(WHAT YOU SHOULD DO): Each line containing the word "positions" must be copied from the material below.

(RECORD EXTRACTS):
[Start of Attachment]
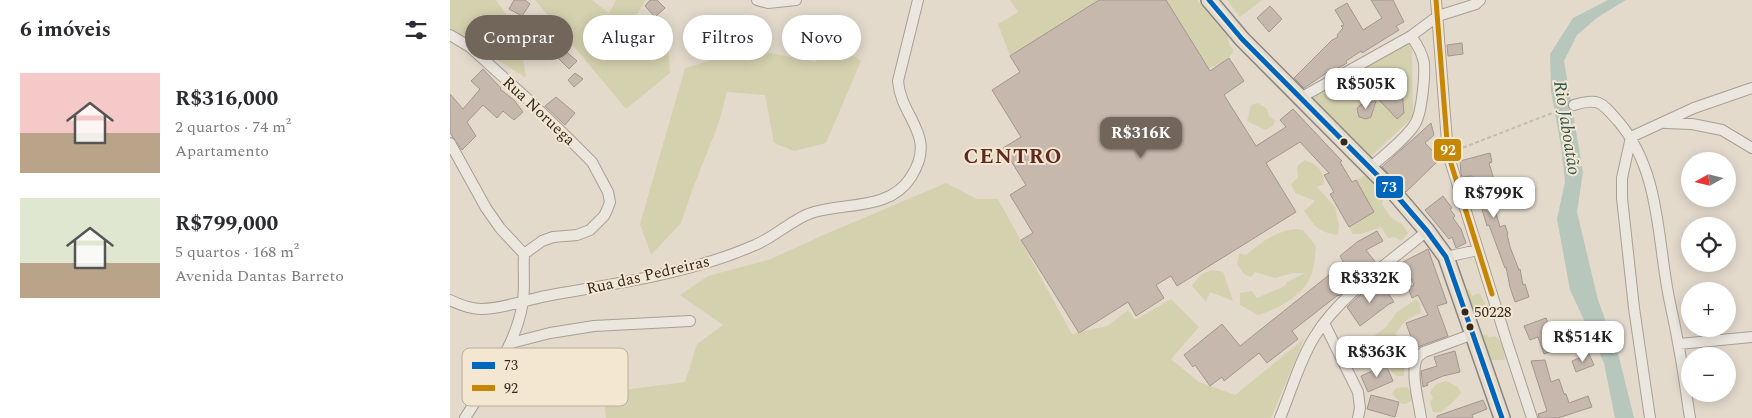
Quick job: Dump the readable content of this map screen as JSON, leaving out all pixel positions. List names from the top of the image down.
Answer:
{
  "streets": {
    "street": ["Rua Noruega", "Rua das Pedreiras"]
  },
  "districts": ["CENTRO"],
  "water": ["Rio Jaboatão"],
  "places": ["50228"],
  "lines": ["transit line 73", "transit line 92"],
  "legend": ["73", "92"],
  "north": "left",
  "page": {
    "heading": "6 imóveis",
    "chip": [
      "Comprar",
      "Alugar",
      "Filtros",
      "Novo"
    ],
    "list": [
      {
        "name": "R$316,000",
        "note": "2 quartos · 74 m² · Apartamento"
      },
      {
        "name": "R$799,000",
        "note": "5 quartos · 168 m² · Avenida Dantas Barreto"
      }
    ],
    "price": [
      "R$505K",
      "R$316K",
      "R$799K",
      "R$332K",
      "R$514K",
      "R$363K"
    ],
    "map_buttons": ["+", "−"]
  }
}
[End of Attachment]
[Start of Attachment]
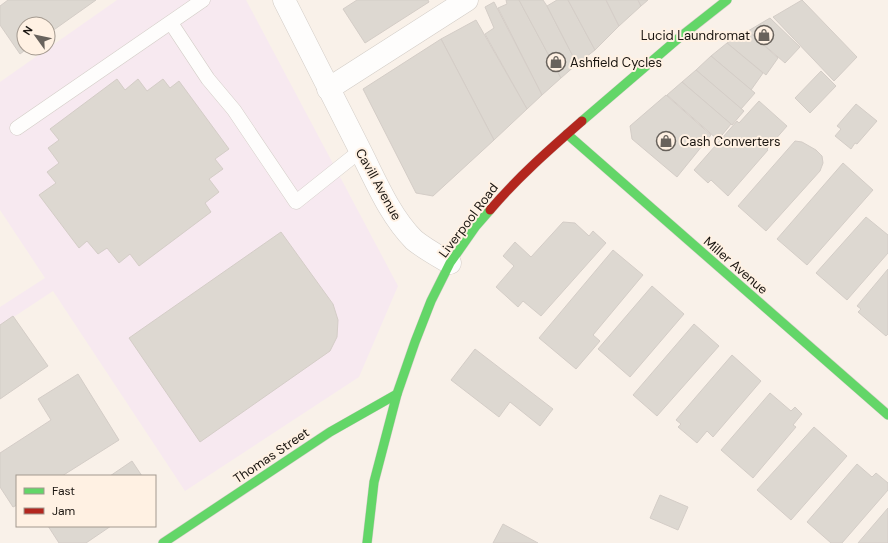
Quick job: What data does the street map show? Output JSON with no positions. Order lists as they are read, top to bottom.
[End of Attachment]
(RESPONSE AREA):
Quick job: Dump the readable content of this map screen as JSON, leaving out all pixel positions. List names from the top of the image down.
Quick job: What data does the street map show? Output JSON with no positions. Order lists as they are read, top to bottom.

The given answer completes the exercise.